The Spectrum of Mental Health 

Mental Health is not black & white

Whether you’ve experienced it in your own life, a family member’s, or have just seen it portrayed on TV, mental health stigma is real and very prevalent in our world today. The prejudice and discrimination towards those struggling with mental illness has created a culture where many people feel shame and reluctance to seek help for their mental health. 

But, like anything else in life, mental health exists on a spectrum. Everyone has it. Mental health affects every one of us and how we think, feel, and act. Mental health and mental illness, while often used interchangeably, are not the same thing. Just as our physical health can change with time, we can experience many different mental health conditions throughout our lifetime. Sometimes we may experience periods where our mental and social well-being is particularly strong, other times it may be poor. If someone broke their leg, you wouldn’t tell them to suck it up and keep walking. Our mental health, and the way our brains function, should be treated with this same compassion. 

Break the stigma

Today, more and more people are talking about what mental health really means, and creating a culture that promotes understanding and openmindedness around this often misunderstood topic. Many celebrities, athletes, and other public figures have publicly shared their own experiences with mental health, breaking the stigma and preconceived notions about what someone struggling with mental health looks like. Because, mental health looks like all of us. While stigmas certainly still exist, the fact that so many people are becoming more comfortable openly discussing mental health is very powerful. These conversations not only change the narrative, but can help those struggling feel less isolated and alone, and even help create more innovative solutions for improving mental health. 

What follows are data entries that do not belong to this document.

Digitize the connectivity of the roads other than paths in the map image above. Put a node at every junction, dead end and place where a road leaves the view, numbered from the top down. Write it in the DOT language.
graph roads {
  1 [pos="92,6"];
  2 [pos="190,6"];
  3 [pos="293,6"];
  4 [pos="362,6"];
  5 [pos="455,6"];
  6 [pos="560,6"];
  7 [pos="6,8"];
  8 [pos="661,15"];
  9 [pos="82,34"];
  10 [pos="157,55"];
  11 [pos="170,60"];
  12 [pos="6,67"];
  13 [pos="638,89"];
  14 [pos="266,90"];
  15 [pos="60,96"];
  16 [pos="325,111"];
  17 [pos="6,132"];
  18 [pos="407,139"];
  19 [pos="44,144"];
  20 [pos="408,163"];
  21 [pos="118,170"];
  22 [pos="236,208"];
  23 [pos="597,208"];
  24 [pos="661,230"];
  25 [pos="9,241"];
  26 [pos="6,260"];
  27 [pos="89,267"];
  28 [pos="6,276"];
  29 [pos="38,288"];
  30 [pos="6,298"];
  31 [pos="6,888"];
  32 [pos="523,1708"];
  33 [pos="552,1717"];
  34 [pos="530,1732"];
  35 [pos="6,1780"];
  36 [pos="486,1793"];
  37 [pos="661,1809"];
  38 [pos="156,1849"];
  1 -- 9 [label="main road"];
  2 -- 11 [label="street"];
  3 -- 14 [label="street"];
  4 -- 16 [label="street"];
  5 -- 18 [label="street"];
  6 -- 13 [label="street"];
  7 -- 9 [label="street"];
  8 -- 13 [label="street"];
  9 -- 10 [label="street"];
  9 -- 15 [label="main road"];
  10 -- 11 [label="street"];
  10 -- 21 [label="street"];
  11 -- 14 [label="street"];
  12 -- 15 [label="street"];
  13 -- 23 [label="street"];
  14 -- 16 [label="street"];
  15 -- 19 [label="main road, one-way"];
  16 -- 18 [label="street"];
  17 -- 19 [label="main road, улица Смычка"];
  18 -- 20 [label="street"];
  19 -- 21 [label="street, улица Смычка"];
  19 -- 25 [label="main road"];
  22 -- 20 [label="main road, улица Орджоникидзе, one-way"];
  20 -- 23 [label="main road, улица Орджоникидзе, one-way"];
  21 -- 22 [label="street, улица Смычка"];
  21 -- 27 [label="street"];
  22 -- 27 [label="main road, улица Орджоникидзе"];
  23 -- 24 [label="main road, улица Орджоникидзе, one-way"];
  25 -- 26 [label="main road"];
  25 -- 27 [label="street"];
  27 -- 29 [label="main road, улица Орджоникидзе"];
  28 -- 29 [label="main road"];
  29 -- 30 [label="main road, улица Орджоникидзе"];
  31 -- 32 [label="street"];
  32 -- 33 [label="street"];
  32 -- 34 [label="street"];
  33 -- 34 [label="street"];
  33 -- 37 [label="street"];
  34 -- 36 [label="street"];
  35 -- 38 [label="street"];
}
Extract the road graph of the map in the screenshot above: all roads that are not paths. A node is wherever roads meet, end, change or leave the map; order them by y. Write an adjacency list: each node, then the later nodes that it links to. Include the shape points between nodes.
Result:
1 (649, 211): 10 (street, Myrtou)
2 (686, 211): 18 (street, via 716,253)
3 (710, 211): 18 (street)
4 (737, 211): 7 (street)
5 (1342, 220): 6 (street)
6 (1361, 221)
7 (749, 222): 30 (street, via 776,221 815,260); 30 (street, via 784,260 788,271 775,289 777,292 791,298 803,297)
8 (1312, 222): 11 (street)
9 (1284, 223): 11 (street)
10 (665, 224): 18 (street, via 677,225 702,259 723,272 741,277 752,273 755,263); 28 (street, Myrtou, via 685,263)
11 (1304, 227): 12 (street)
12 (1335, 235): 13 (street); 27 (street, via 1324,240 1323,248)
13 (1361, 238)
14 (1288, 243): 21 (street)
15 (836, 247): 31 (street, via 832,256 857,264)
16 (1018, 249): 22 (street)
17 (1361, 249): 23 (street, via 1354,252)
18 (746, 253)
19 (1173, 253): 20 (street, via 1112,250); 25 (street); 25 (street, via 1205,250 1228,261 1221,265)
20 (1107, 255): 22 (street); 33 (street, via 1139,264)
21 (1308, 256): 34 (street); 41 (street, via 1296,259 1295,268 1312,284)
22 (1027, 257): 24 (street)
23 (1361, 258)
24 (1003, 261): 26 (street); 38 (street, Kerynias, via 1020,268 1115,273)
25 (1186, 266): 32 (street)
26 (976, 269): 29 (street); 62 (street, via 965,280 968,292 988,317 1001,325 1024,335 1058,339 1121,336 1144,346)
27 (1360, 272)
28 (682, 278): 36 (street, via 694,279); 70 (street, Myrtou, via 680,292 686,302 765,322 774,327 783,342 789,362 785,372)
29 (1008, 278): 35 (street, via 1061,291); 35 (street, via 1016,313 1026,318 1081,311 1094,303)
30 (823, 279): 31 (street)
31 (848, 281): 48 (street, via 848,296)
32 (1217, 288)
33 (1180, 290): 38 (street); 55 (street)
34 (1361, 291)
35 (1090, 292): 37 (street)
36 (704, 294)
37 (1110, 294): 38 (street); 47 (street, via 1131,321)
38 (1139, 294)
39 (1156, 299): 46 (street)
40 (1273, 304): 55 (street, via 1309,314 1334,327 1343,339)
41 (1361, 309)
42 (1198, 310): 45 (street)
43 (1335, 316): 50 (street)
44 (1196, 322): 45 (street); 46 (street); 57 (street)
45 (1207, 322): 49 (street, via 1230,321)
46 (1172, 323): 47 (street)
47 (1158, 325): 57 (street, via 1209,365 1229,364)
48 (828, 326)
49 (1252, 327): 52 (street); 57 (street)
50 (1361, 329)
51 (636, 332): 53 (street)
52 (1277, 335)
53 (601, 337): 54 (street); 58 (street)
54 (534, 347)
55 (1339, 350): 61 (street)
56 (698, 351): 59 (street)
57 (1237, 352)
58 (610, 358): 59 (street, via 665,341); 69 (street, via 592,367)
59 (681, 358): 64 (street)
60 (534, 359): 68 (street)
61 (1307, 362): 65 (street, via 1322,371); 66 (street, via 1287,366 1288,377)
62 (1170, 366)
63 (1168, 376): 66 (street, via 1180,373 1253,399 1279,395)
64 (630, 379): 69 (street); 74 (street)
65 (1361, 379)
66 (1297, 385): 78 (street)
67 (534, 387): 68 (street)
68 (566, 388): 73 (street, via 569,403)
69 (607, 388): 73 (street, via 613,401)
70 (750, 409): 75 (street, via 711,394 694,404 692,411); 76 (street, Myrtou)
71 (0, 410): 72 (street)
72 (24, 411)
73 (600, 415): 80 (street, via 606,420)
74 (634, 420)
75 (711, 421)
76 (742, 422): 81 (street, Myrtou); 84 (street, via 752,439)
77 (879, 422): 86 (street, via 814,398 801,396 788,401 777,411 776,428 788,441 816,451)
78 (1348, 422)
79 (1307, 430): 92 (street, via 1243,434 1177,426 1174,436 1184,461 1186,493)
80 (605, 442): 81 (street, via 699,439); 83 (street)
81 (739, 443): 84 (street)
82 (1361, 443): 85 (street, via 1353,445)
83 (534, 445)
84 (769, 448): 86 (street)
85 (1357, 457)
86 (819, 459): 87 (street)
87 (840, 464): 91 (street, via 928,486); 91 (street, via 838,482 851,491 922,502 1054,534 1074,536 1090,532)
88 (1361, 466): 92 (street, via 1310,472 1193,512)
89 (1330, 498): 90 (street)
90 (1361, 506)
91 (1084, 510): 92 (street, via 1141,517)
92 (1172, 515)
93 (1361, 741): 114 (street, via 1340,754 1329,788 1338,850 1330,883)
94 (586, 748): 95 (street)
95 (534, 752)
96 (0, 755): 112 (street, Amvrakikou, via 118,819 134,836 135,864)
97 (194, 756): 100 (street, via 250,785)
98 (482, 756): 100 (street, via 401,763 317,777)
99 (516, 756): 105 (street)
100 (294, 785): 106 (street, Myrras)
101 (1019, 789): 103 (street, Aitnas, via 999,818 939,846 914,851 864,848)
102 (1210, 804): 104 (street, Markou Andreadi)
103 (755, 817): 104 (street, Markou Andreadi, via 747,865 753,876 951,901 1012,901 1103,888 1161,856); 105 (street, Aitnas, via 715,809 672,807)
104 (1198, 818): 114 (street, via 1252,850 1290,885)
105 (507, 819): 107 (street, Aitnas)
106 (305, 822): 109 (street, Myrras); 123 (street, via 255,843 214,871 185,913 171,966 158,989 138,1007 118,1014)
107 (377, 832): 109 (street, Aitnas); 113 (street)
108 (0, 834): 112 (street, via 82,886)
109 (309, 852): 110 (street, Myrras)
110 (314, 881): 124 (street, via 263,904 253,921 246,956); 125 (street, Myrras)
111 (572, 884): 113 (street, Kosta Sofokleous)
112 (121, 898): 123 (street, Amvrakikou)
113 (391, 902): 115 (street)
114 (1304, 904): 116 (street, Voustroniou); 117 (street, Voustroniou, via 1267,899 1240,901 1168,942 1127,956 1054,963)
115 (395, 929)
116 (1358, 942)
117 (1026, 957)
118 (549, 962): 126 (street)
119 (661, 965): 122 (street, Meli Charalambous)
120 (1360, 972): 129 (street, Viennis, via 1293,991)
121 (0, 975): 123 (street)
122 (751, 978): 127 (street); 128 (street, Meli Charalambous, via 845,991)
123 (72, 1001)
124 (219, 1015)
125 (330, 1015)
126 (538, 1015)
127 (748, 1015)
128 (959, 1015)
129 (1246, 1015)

If you’re struggling with your mental health, know that you are certainly not alone. Looking to improve your mental health is not a sign of weakness. If anything, choosing to work on yourself is a sign of strength. So, where do you begin?

Prioritizing your mental health looks different for everyone; it’s especially dependent on how you feel on a day-to-day basis. 

Improving your mental health literacy is a great place to start. Reading up on the differences between mental health and mental illness can strengthen your understanding and help create a more positive attitude towards the topics. We may be biased, but we think our blog is a great place to start. 

Feel empowered to prioritize yourself

A great question to ask yourself is: how can I show up for myself today?

The answer looks different for everybody. Maybe it’s a therapy session or a morning meditation. If the news is making you feel anxious, maybe you step away from doom scrolling for a few hours. Maybe you choose to lay under a gravity blanket and do some gratitude journaling. Maybe it’s popping a few mood-boosting PYM Mood Chews before a stressful day. Whatever you choose, we’re proud of you for putting yourself, and your mental health, first.